Era uma vez

Quando eu era criança, ouvi muitas histórias.

Algumas tinham reis, rainhas, príncipes, princesas, fadas, madrastas, bruxas, castelos, carruagens, cavalos. Casamentos.

Outras, monstros, dragões, lobisomens, assombrações, armas, esqueletos, caveiras, cemitérios. Enterros.

As primeiras – princesas adormecendo anos e anos, madrastas colocando veneno em maçãs, bruxas dançando diante de caldeirões fumegantes – me emocionavam, ainda que não me impressionassem tanto.

Afinal, eu nunca tinha vista nenhum rei. Nem um. Nenhuma princesa. Nem uma. Carruagem? Jamais. Bruxa? Nem pensar, ainda bem.

Sobravam os cavalos, esses sim, meus amigos de cavalgadas quase diárias. Galopando pelos campos, escorregando em pedras, comendo milho na mão, em nada eles lembravam os companheiros ilustres. Aqueles das histórias ouvidas cada noite, na cozinha, em volta do fogo. Aqueles habitavam reinos infinitos, por onde conduziam carruagens de ouro.

A vida de todo dia sempre me ensinava que reis, rainhas e carruagens douradas, só no reino do faz de conta.

Por outro lado, lobisomens e assombrações, esses rondavam a casa, quem não sabia? Urravam, gemiam. Arrombariam a porta, mais dia, menos dia. Isto é, mais noite, menos noite.

Os tempos de criança foram ficando pra trás, a vida foi acontecendo, minhas impressões se confirmando.

Reis eram, sim, de mentira. Lobisomens, deus me livre, poderiam ser de verdade.

Entretanto, como o mundo é cheio de surpresas e, como tudo o que inventam, acontece – o que não inventam também –, na última semana, diante da televisão, me senti na fazenda, aquecida pelas brasas que sempre ardiam no centro da cozinha.

Chão de tijolos, problema algum. Em volta do fogo, noite adentro, a vida ia e vinha entre café, bolos, pães de queijo, pipocas, conversas, histórias. Histórias.

Um dia, isto é, uma noite, brasas mais ardentes que o necessário, histórias certamente mais alucinantes, ninguém se lembrou de apagar as brasas. Dia seguinte, um buraco bem no centro da cozinha. Tijolos também podem ser queimados, aprendemos.

A lembrança ficou lá, longo tempo, marcando, manchando – e escurecendo – os tijolos, até que, um dia, uma reforma tornou tudo novo.
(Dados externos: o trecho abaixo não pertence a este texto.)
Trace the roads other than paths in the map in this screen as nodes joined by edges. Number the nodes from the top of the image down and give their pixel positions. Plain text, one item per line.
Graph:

Como se fosse possível.

Como se fosse possível, na última semana a televisão me levou de volta a aqueles lugares e aconchegos.
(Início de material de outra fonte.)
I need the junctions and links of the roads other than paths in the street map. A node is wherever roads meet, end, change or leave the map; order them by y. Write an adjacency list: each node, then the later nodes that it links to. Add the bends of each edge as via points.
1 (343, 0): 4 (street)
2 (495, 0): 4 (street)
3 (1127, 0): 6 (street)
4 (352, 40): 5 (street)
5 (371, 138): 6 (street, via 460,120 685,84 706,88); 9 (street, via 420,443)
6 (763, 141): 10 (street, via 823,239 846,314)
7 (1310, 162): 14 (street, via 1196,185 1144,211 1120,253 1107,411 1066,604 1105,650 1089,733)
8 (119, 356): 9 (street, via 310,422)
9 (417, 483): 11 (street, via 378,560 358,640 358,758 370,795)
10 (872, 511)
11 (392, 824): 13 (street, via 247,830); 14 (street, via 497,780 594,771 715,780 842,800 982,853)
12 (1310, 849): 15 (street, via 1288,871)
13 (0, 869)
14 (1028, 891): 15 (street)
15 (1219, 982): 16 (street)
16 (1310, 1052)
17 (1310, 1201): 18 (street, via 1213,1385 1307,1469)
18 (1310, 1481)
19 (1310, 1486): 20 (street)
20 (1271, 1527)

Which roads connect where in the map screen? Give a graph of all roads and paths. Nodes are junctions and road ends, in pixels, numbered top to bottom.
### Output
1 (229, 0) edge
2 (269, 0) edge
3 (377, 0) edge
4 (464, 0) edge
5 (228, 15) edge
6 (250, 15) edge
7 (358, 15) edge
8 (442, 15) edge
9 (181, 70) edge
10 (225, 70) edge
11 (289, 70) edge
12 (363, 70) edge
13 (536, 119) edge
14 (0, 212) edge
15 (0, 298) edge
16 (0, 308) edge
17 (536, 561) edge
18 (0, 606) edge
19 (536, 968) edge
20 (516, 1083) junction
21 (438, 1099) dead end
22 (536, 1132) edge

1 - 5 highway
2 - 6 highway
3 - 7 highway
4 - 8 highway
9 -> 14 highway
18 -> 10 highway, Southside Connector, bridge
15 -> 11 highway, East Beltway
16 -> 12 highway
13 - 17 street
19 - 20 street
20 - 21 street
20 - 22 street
Ocupadas por reis, rainhas, príncipes e princesas, as carruagens douradas e seus cavalos ilustres pareciam conhecer meus caminhos. Sem nem um errinho, sem confundir nem uma esquina, me levaram de volta ao chão queimado da minha infância. Bem no meio da cozinha.
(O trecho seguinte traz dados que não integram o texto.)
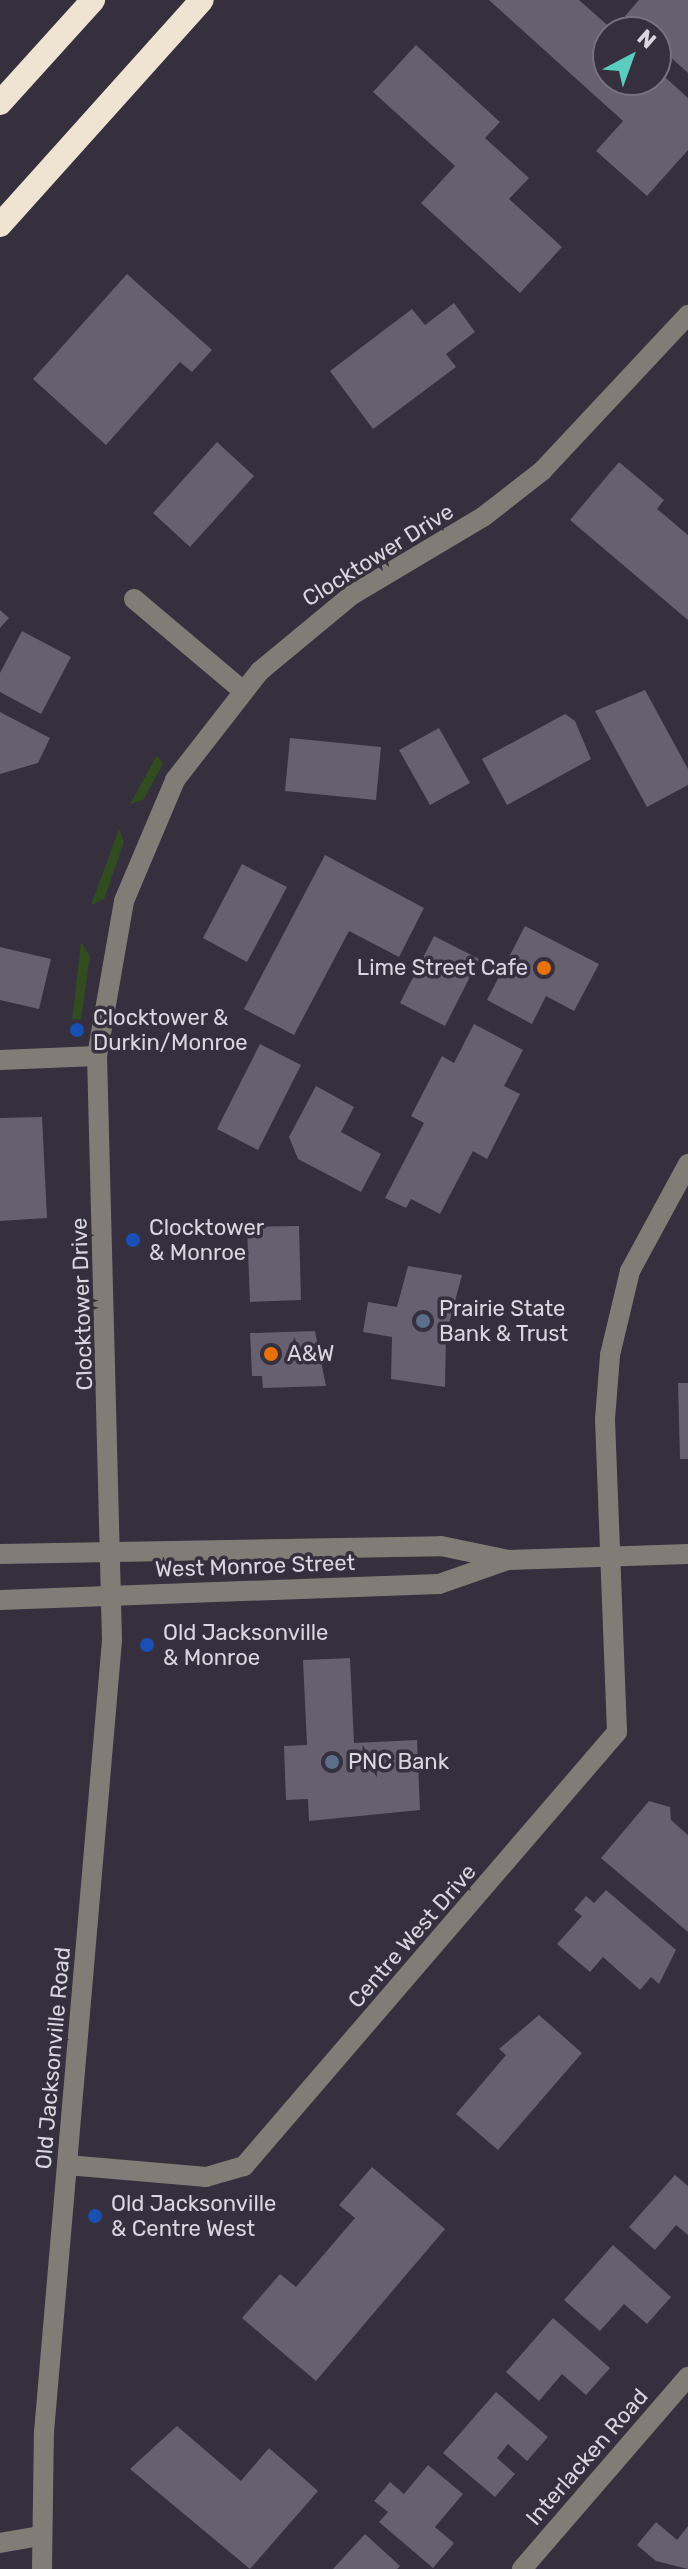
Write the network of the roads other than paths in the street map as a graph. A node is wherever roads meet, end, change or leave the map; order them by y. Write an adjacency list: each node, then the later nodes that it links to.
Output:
1 (93, 0): 3 (highway)
2 (202, 0): 4 (highway)
3 (0, 103)
4 (0, 225)
5 (688, 315): 7 (street, Clocktower Drive)
6 (134, 599): 7 (street)
7 (242, 690): 8 (street, Clocktower Drive)
8 (97, 1056): 9 (street); 11 (street, Clocktower Drive)
9 (0, 1060)
10 (688, 1164): 14 (street, Centre West Drive)
11 (114, 1550): 12 (street, West Monroe Street); 15 (street, West Monroe Street); 16 (street, Old Jacksonville Road)
12 (0, 1554)
13 (688, 1554): 14 (street, West Monroe Street)
14 (610, 1558): 15 (street, West Monroe Street); 18 (street, Centre West Drive)
15 (508, 1560): 16 (street, West Monroe Street)
16 (114, 1596): 17 (street, West Monroe Street); 18 (street, Old Jacksonville Road)
17 (0, 1600)
18 (67, 2165): 20 (street, Old Jacksonville Road)
19 (688, 2377): 23 (street, Interlacken Road)
20 (38, 2536): 21 (street); 22 (street, Old Jacksonville Road)
21 (0, 2543)
22 (42, 2569)
23 (522, 2569)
Tive certeza de ouvir – “era uma vez” – as antigas histórias.

Histórias de mentira, à beira do fogo, em que príncipes e princesas se casavam, participavam de uma festa de muitos dias e muitas noites e, depois, eram felizes pra sempre.

Nas histórias de hoje, de verdade – até bruxas estavam presentes, disseram – com televisão e tudo, príncipes e princesas também devem ser felizes para sempre. Até que o para sempre acabe.

Esta crônica foi originalmente publicada no primeiroprograma, em maio de 2011.